■ **ASSIGNED TASK**: Whenever a line in the entries includes the word "梅子垭路", copy that line out.

Stored data:
● ● ● ● ● ● ●

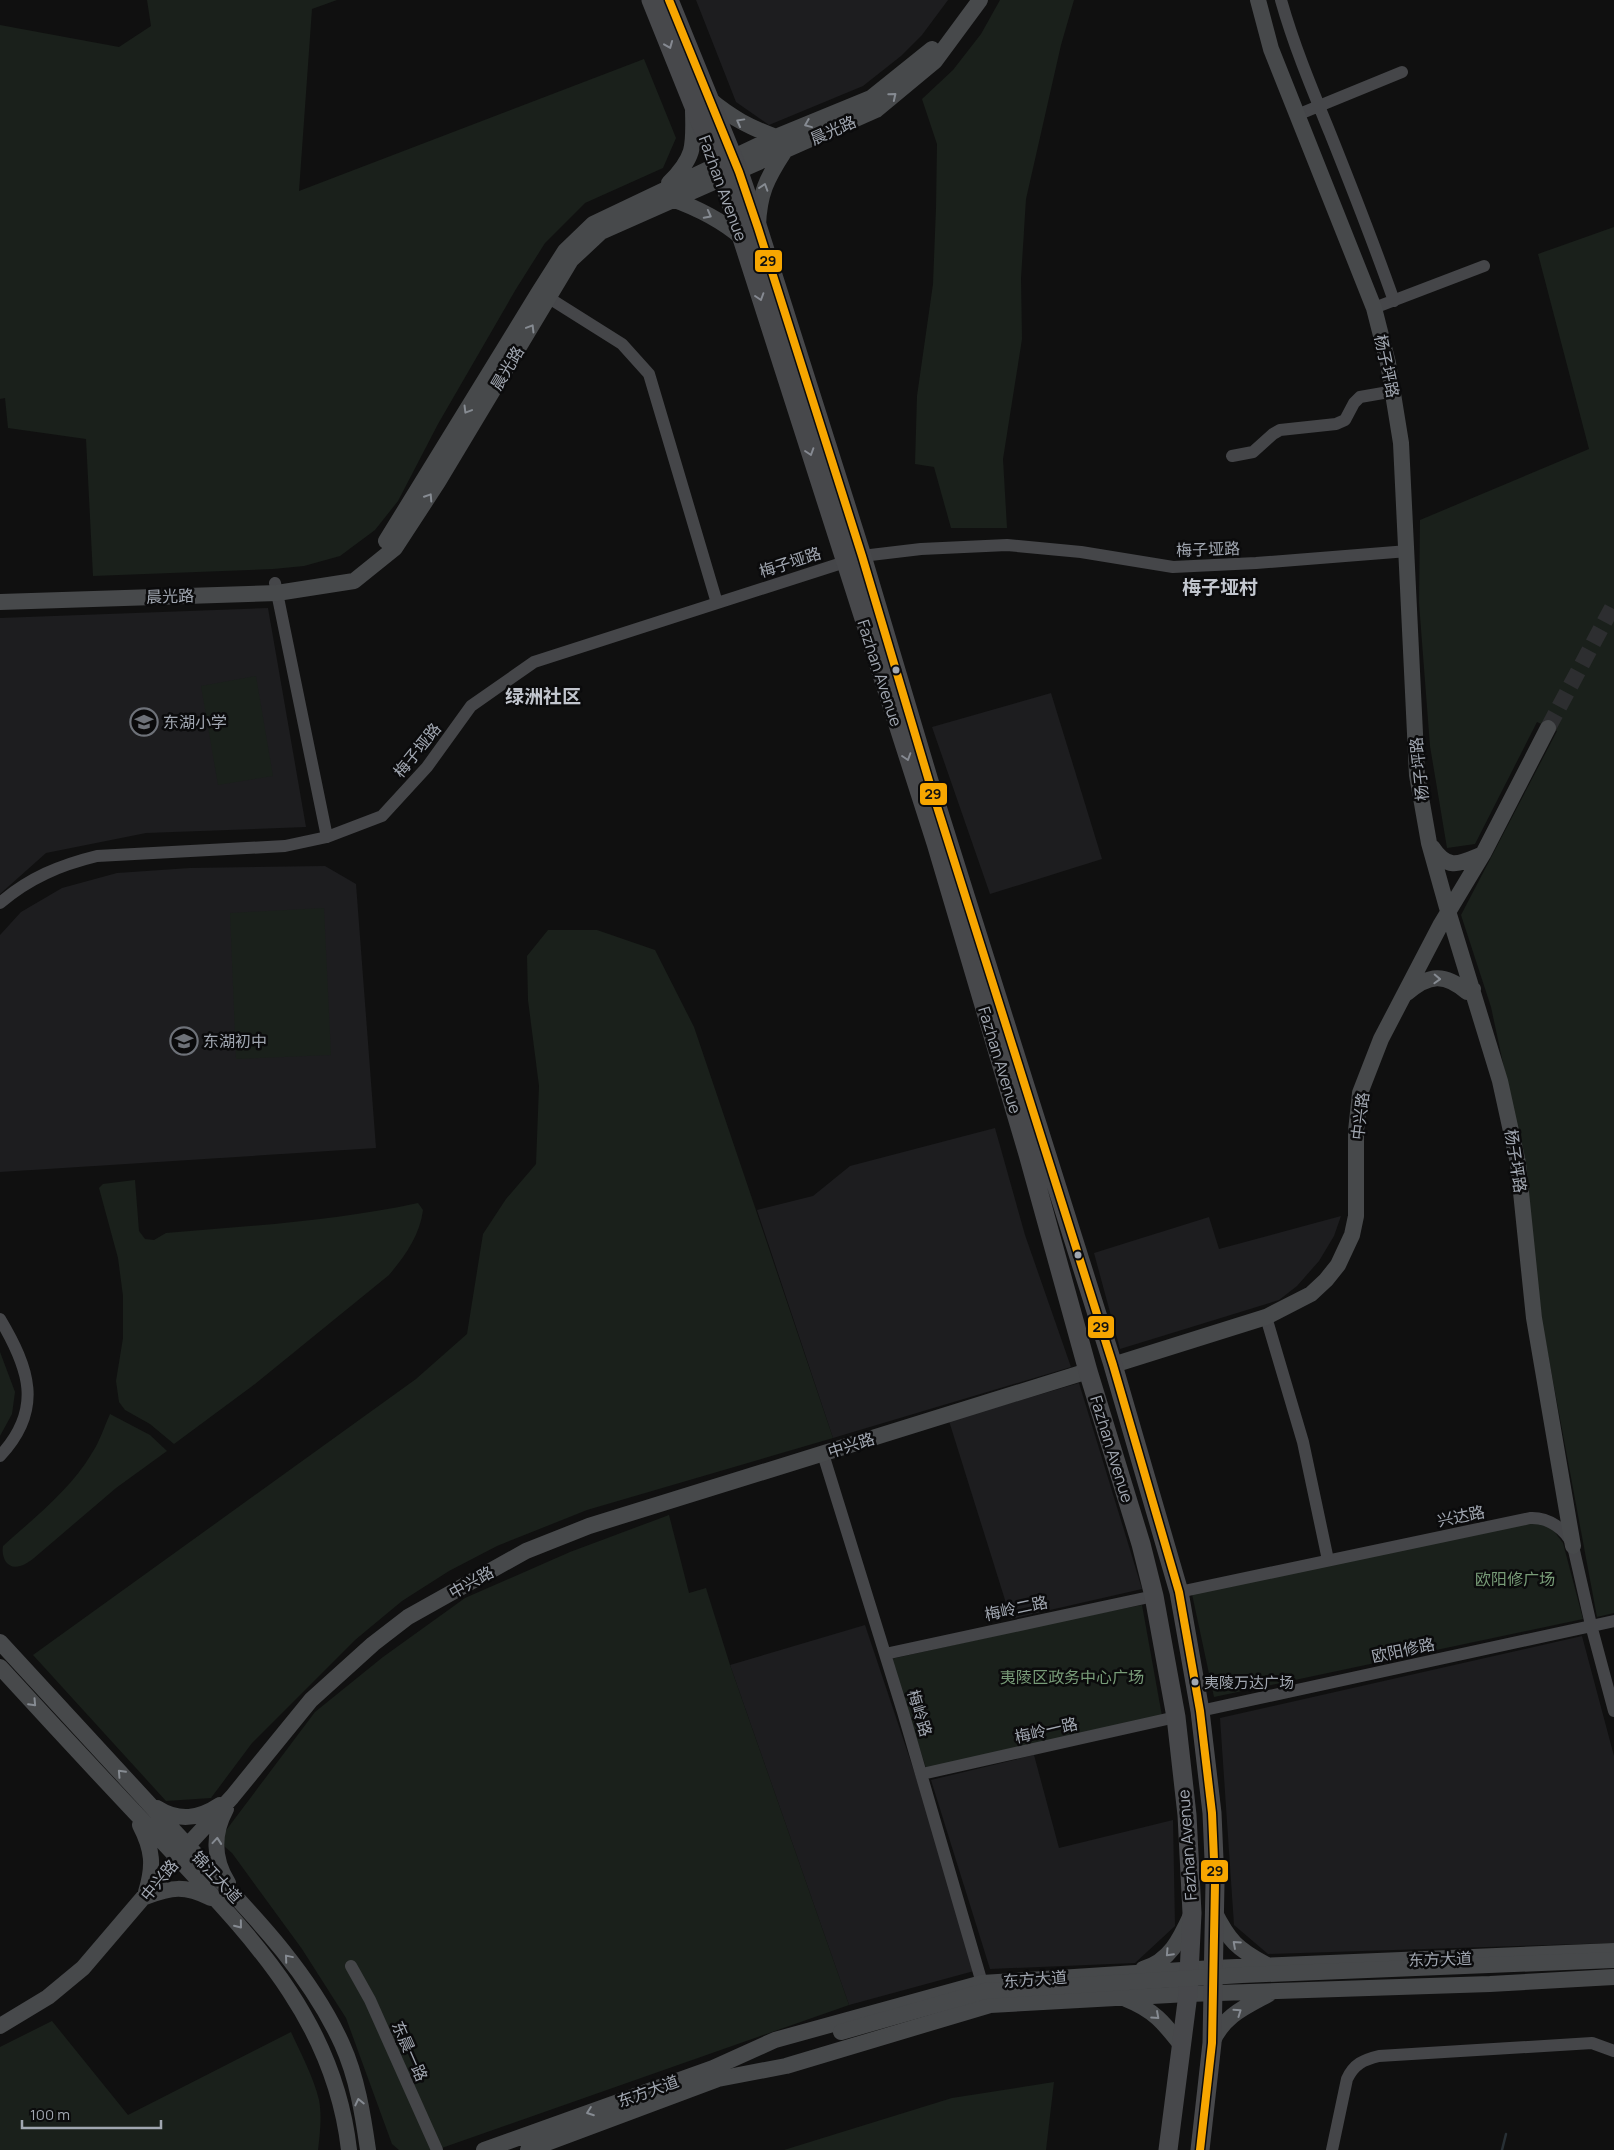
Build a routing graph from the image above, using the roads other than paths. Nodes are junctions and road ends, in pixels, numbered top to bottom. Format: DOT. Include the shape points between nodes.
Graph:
graph roads {
  1 [pos="652,0"];
  2 [pos="669,0"];
  3 [pos="966,0"];
  4 [pos="980,0"];
  5 [pos="1247,0"];
  6 [pos="1258,0"];
  7 [pos="1281,0"];
  8 [pos="1402,72"];
  9 [pos="700,101"];
  10 [pos="1319,106"];
  11 [pos="1297,115"];
  12 [pos="776,137"];
  13 [pos="784,152"];
  14 [pos="728,168"];
  15 [pos="666,195"];
  16 [pos="758,228"];
  17 [pos="741,237"];
  18 [pos="1484,266"];
  19 [pos="544,295"];
  20 [pos="1394,301"];
  21 [pos="1374,308"];
  22 [pos="1383,393"];
  23 [pos="1232,456"];
  24 [pos="1402,551"];
  25 [pos="853,559"];
  26 [pos="276,588"];
  27 [pos="0,593"];
  28 [pos="0,602"];
  29 [pos="717,603"];
  30 [pos="1548,728"];
  31 [pos="327,837"];
  32 [pos="1429,843"];
  33 [pos="1483,854"];
  34 [pos="0,903"];
  35 [pos="1444,918"];
  36 [pos="1470,990"];
  37 [pos="1402,997"];
  38 [pos="1266,1317"];
  39 [pos="0,1319"];
  40 [pos="1114,1365"];
  41 [pos="1088,1371"];
  42 [pos="823,1454"];
  43 [pos="0,1456"];
  44 [pos="1561,1529"];
  45 [pos="1573,1546"];
  46 [pos="1328,1560"];
  47 [pos="1179,1592"];
  48 [pos="1154,1596"];
  49 [pos="1614,1621"];
  50 [pos="1591,1625"];
  51 [pos="0,1642"];
  52 [pos="885,1654"];
  53 [pos="0,1667"];
  54 [pos="1614,1711"];
  55 [pos="1200,1712"];
  56 [pos="1176,1718"];
  57 [pos="922,1774"];
  58 [pos="232,1797"];
  59 [pos="146,1800"];
  60 [pos="132,1810"];
  61 [pos="188,1845"];
  62 [pos="177,1858"];
  63 [pos="145,1897"];
  64 [pos="233,1905"];
  65 [pos="1214,1911"];
  66 [pos="1192,1913"];
  67 [pos="1614,1951"];
  68 [pos="1614,1960"];
  69 [pos="351,1966"];
  70 [pos="1269,1966"];
  71 [pos="1614,1967"];
  72 [pos="1213,1968"];
  73 [pos="1188,1970"];
  74 [pos="1128,1973"];
  75 [pos="1614,1977"];
  76 [pos="982,1983"];
  77 [pos="1274,1992"];
  78 [pos="1188,1994"];
  79 [pos="1213,1994"];
  80 [pos="1122,1997"];
  81 [pos="0,2026"];
  82 [pos="1212,2042"];
  83 [pos="1182,2046"];
  84 [pos="1614,2051"];
  85 [pos="716,2074"];
  86 [pos="348,2150"];
  87 [pos="368,2150"];
  88 [pos="437,2150"];
  89 [pos="484,2150"];
  90 [pos="528,2150"];
  91 [pos="1168,2150"];
  92 [pos="1200,2150"];
  93 [pos="1332,2150"];
  1 -- 9 [label="highway, Fazhan Avenue, one-way"];
  2 -- 9 [label="highway, Fazhan Avenue"];
  3 -- 12 [label="main road, 晨光路, one-way" via="929,52 871,98"];
  13 -- 4 [label="main road, 晨光路, one-way" via="876,110 935,61"];
  5 -- 22 [label="main road" via="1281,103 1364,311"];
  6 -- 11 [label="main road, 杨子坪路" via="1271,49"];
  7 -- 10 [label="street" via="1290,34"];
  8 -- 10 [label="street"];
  12 -- 9 [label="main road, one-way" via="751,128"];
  9 -- 14 [label="highway, Fazhan Avenue"];
  9 -- 15 [label="main road" via="692,152"];
  10 -- 11 [label="street"];
  10 -- 20 [label="street"];
  11 -- 21 [label="main road, 杨子坪路"];
  12 -- 14 [label="main road, 晨光路"];
  13 -- 14 [label="main road, 晨光路"];
  16 -- 13 [label="main road, one-way" via="763,189"];
  14 -- 15 [label="main road, 晨光路"];
  14 -- 16 [label="highway, Fazhan Avenue"];
  14 -- 17 [label="highway, Fazhan Avenue"];
  15 -- 17 [label="main road, one-way" via="712,216"];
  15 -- 19 [label="main road, 晨光路" via="601,232 571,260"];
  16 -- 25 [label="highway, Fazhan Avenue"];
  17 -- 25 [label="highway, Fazhan Avenue, one-way"];
  18 -- 20 [label="street"];
  19 -- 26 [label="main road, 晨光路" via="438,482 395,548 354,581"];
  19 -- 29 [label="street" via="622,344 649,374"];
  20 -- 21 [label="street"];
  21 -- 24 [label="main road, 杨子坪路" via="1388,363 1401,443"];
  22 -- 23 [label="street" via="1360,397 1345,420 1336,424 1280,430 1253,452"];
  22 -- 24 [label="main road"];
  24 -- 25 [label="street, 梅子垭路" via="1173,568 1081,552 1007,545 921,549"];
  24 -- 32 [label="main road, 杨子坪路" via="1417,775"];
  24 -- 35 [label="main road" via="1402,690 1409,779 1422,844"];
  25 -- 29 [label="street, 梅子垭路"];
  25 -- 40 [label="highway, Fazhan Avenue" via="929,781"];
  25 -- 41 [label="highway, Fazhan Avenue, one-way" via="1028,1154"];
  26 -- 27 [label="main road, 晨光路"];
  26 -- 28 [label="main road, 晨光路"];
  26 -- 31 [label="street"];
  29 -- 31 [label="street, 梅子垭路" via="534,662 471,706 427,767 382,816"];
  30 -- 33 [label="main road, 中兴路"];
  31 -- 34 [label="street, 梅子垭路" via="285,846 98,856 48,871"];
  32 -- 33 [label="main road" via="1438,856 1454,864"];
  32 -- 35 [label="main road, 杨子坪路"];
  33 -- 35 [label="main road, 中兴路"];
  35 -- 36 [label="main road, 杨子坪路"];
  35 -- 37 [label="main road, 中兴路"];
  37 -- 36 [label="main road, one-way" via="1421,982 1435,978"];
  36 -- 44 [label="main road, 杨子坪路" via="1510,1170 1525,1319"];
  36 -- 45 [label="main road, 杨子坪路" via="1500,1081 1518,1163 1534,1318"];
  37 -- 38 [label="main road, 中兴路" via="1360,1093 1356,1132 1356,1216 1352,1235 1326,1280 1311,1294"];
  38 -- 40 [label="main road, 中兴路"];
  38 -- 46 [label="street" via="1303,1442"];
  39 -- 43 [label="street" via="26,1372 27,1399 22,1422"];
  40 -- 47 [label="highway, Fazhan Avenue"];
  41 -- 42 [label="main road, 中兴路"];
  41 -- 48 [label="highway, Fazhan Avenue"];
  42 -- 52 [label="street, 梅岭路"];
  42 -- 58 [label="main road, 中兴路" via="589,1526 526,1551 408,1617 312,1700"];
  44 -- 45 [label="street, 兴达路"];
  44 -- 46 [label="street, 兴达路" via="1544,1519 1530,1518"];
  45 -- 50 [label="street, 兴达路"];
  46 -- 47 [label="street, 兴达路"];
  47 -- 55 [label="highway, Fazhan Avenue"];
  48 -- 52 [label="street, 梅岭二路"];
  48 -- 56 [label="highway, Fazhan Avenue"];
  49 -- 50 [label="street, 欧阳修路"];
  50 -- 54 [label="street, 兴达路"];
  50 -- 55 [label="street, 欧阳修路"];
  59 -- 51 [label="main road, 锦江大道, one-way"];
  52 -- 57 [label="street, 梅岭路"];
  53 -- 60 [label="main road, 锦江大道, one-way"];
  55 -- 65 [label="highway, Fazhan Avenue" via="1212,1813"];
  56 -- 57 [label="street, 梅岭一路"];
  56 -- 66 [label="highway, Fazhan Avenue" via="1187,1815"];
  57 -- 76 [label="street, 梅岭路"];
  58 -- 59 [label="main road" via="214,1809 187,1818 170,1815"];
  58 -- 61 [label="main road, 中兴路"];
  64 -- 58 [label="main road, one-way" via="216,1848 222,1816"];
  59 -- 61 [label="main road, 锦江大道"];
  60 -- 62 [label="main road, 锦江大道"];
  60 -- 63 [label="main road" via="151,1849 151,1877"];
  61 -- 62 [label="main road, 中兴路"];
  61 -- 64 [label="main road, 锦江大道"];
  62 -- 63 [label="main road, 中兴路"];
  62 -- 64 [label="main road, 锦江大道"];
  63 -- 64 [label="main road" via="170,1888 187,1888"];
  63 -- 81 [label="main road, 中兴路" via="83,1968 48,1997"];
  64 -- 86 [label="main road, 锦江大道, one-way" via="307,2017 324,2054 345,2120"];
  87 -- 64 [label="main road, 锦江大道, one-way" via="354,2078 342,2045 321,2005 304,1977"];
  70 -- 65 [label="main road, one-way" via="1250,1956 1226,1935"];
  65 -- 72 [label="highway, Fazhan Avenue"];
  66 -- 73 [label="highway, Fazhan Avenue"];
  66 -- 74 [label="main road, one-way" via="1171,1953 1155,1966"];
  67 -- 70 [label="main road, 东方大道"];
  68 -- 85 [label="main road, bridge" via="1242,1975 985,1991"];
  69 -- 88 [label="street, 东晨一路" via="370,2000"];
  70 -- 72 [label="main road, 东方大道"];
  71 -- 85 [label="main road" via="987,1998"];
  72 -- 73 [label="main road, 东方大道"];
  72 -- 79 [label="highway, Fazhan Avenue"];
  73 -- 74 [label="main road, 东方大道"];
  73 -- 78 [label="highway, Fazhan Avenue"];
  74 -- 76 [label="main road, 东方大道"];
  75 -- 77 [label="main road, 东方大道"];
  76 -- 85 [label="main road, 东方大道" via="775,2040"];
  77 -- 79 [label="main road, 东方大道"];
  82 -- 77 [label="main road, one-way" via="1218,2028 1237,2012"];
  78 -- 79 [label="main road, 东方大道"];
  78 -- 80 [label="main road, 东方大道"];
  78 -- 83 [label="highway, Fazhan Avenue"];
  79 -- 82 [label="highway, Fazhan Avenue"];
  80 -- 83 [label="main road, one-way" via="1156,2015"];
  80 -- 85 [label="main road, 东方大道" via="990,2005 786,2066"];
  82 -- 92 [label="highway, Fazhan Avenue"];
  83 -- 91 [label="highway, Fazhan Avenue"];
  84 -- 93 [label="street" via="1592,2043 1379,2056 1362,2060 1346,2079"];
  85 -- 89 [label="main road, 东方大道, one-way"];
  85 -- 90 [label="main road, 东方大道"];
}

● ● ● ● ● ● ●

■ **ANSWER SPACE**:
  24 -- 25 [label="street, 梅子垭路" via="1173,568 1081,552 1007,545 921,549"];
  25 -- 29 [label="street, 梅子垭路"];
  29 -- 31 [label="street, 梅子垭路" via="534,662 471,706 427,767 382,816"];
  31 -- 34 [label="street, 梅子垭路" via="285,846 98,856 48,871"];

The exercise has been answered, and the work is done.